TASK GOAL
Your answer must be an exact copy of the records below, minus any images.

Stored data entries
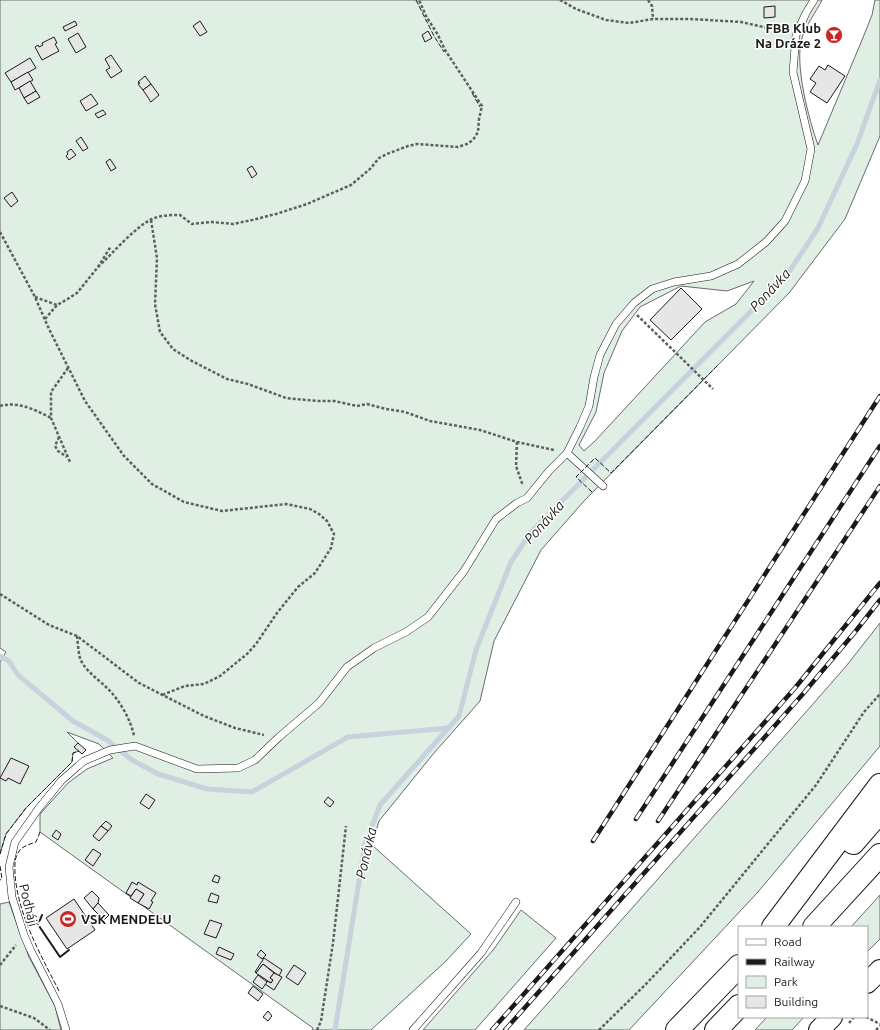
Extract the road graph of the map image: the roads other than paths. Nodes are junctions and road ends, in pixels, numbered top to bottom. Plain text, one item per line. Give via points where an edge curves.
1 (814, 0) edge
2 (567, 453) junction
3 (603, 486) dead end
4 (880, 785) edge
5 (880, 812) edge
6 (880, 855) edge
7 (516, 902) dead end
8 (776, 926) edge
9 (776, 926) edge
10 (815, 926) edge
11 (738, 967) edge
12 (880, 970) edge
13 (868, 982) edge
14 (738, 1007) edge
15 (831, 1018) edge
16 (66, 1030) edge
17 (413, 1030) edge
18 (677, 1030) edge
19 (716, 1030) edge
20 (819, 1030) edge

1 - 2 lane via 796,35 793,72 811,149 806,181 785,221 766,242 738,264 711,276 674,282 652,289 629,308 616,324 600,355 589,406
2 - 3 lane
2 - 16 lane, Podhájí via 527,498 496,519 464,572 428,617 347,667 319,702 255,760 238,768 197,769 132,747 110,750 84,761 61,781 38,808 15,842 9,867 12,897 24,935 58,1004
4 - 8 highway
5 - 9 highway
6 - 10 highway
7 - 17 lane via 481,953
11 - 18 highway
12 - 13 street
14 - 19 highway
15 - 20 street

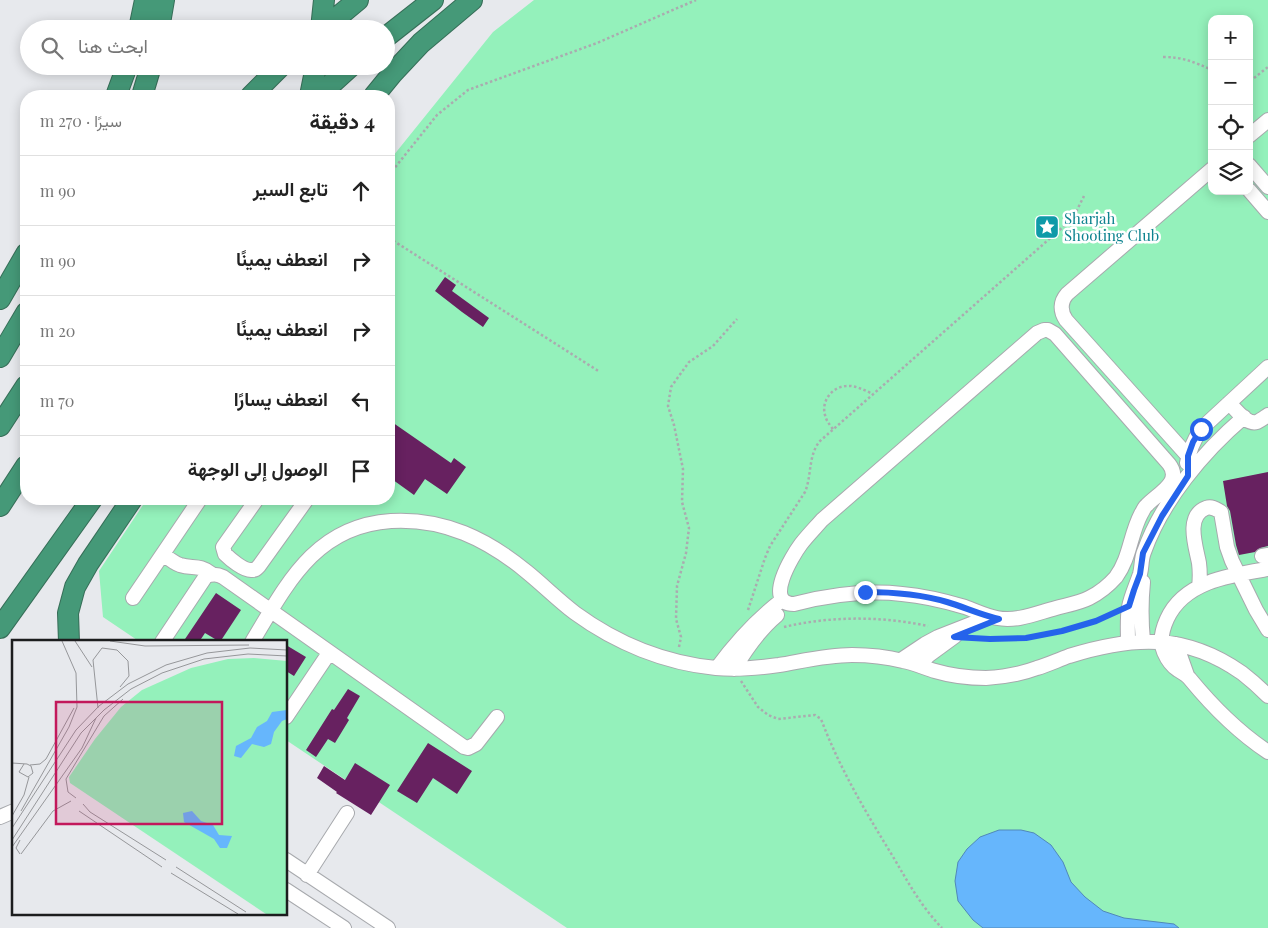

YOUR SOLUTION
Extract the road graph of the map image: the roads other than paths. Nodes are junctions and road ends, in pixels, numbered top to bottom. Plain text, one item per line. Give via points where an edge curves.
1 (814, 0) edge
2 (567, 453) junction
3 (603, 486) dead end
4 (880, 785) edge
5 (880, 812) edge
6 (880, 855) edge
7 (516, 902) dead end
8 (776, 926) edge
9 (776, 926) edge
10 (815, 926) edge
11 (738, 967) edge
12 (880, 970) edge
13 (868, 982) edge
14 (738, 1007) edge
15 (831, 1018) edge
16 (66, 1030) edge
17 (413, 1030) edge
18 (677, 1030) edge
19 (716, 1030) edge
20 (819, 1030) edge

1 - 2 lane via 796,35 793,72 811,149 806,181 785,221 766,242 738,264 711,276 674,282 652,289 629,308 616,324 600,355 589,406
2 - 3 lane
2 - 16 lane, Podhájí via 527,498 496,519 464,572 428,617 347,667 319,702 255,760 238,768 197,769 132,747 110,750 84,761 61,781 38,808 15,842 9,867 12,897 24,935 58,1004
4 - 8 highway
5 - 9 highway
6 - 10 highway
7 - 17 lane via 481,953
11 - 18 highway
12 - 13 street
14 - 19 highway
15 - 20 street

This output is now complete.